Une agitation inhabituelle a secoué Kaloum dans la nuit du lundi 17 novembre 2025. Aux alentours de 22 heures, plusieurs internautes ont signalé avoir entendu des « tirs » dans le centre administratif de Conakry, alimentant un début de panique et diverses spéculations sur les réseaux sociaux. Quelques heures plus tard, le Haut commandement de la Gendarmerie nationale a apporté des éclaircissements sur l’origine réelle de l’incident.

Un refus d’obtempérer à l’origine de l’intervention

Selon la Gendarmerie, tout est parti d’un refus d’obtempérer au niveau du check-point situé sur les hauteurs du pont 8 Novembre.
Un véhicule Hyundai Palisade immatriculé BA 21 36, en provenance de Donka et se dirigeant vers Kaloum, aurait ignoré les injonctions des agents en poste.

« Lors de la poursuite engagée par les gendarmes, le chauffeur a tenté à plusieurs reprises de dangereusement renverser les agents, mettant gravement en péril leur intégrité physique », indique la note officielle.

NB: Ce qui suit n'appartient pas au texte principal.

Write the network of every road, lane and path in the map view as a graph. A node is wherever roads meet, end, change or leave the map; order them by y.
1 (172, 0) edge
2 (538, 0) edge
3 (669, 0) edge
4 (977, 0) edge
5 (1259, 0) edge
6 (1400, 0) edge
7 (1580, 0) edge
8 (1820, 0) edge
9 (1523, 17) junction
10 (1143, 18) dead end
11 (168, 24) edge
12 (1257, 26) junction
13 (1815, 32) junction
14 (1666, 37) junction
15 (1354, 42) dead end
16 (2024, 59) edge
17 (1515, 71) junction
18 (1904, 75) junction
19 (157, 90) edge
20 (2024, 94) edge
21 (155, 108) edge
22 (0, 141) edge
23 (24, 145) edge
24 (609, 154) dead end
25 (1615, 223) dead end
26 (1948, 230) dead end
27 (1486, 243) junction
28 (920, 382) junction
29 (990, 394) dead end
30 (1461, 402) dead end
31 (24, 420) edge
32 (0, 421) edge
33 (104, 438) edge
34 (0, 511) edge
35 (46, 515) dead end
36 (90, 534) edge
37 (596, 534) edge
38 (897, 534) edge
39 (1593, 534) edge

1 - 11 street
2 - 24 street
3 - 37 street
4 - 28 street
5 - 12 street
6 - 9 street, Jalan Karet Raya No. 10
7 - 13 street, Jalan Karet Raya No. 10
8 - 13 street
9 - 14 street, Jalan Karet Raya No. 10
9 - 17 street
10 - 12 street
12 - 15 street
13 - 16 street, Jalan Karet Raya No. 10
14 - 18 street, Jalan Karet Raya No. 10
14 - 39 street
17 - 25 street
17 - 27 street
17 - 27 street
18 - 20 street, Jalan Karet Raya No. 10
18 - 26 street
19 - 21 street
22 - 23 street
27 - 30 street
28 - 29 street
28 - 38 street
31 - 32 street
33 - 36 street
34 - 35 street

Face à la situation jugée extrêmement dangereuse, les gendarmes ont poursuivi le véhicule jusqu’à Sans-fils, au niveau du carrefour FEGUIFOOT.

Un tir de sommation pour immobiliser le véhicule

Pour mettre fin à la course du véhicule, les agents ont procédé à un tir de sommation ciblé sur la roue arrière gauche, permettant d’immobiliser l’automobile sans mettre en danger les passagers ou la population.

À bord se trouvaient cinq ressortissants chinois, accompagnés d’un chauffeur guinéen.
La Gendarmerie précise qu’aucun blessé ni dommage collatéral n’est à déplorer.

Le chauffeur interpellé et une enquête ouverte

Le conducteur a immédiatement été interpellé et conduit, avec le véhicule, à la Brigade de Recherches de Matam pour nécessité d’enquête.

La Gendarmerie nationale réaffirme :« son engagement à assurer la protection des populations et de leurs biens, et à maintenir l’ordre public dans le strict respect de la loi ».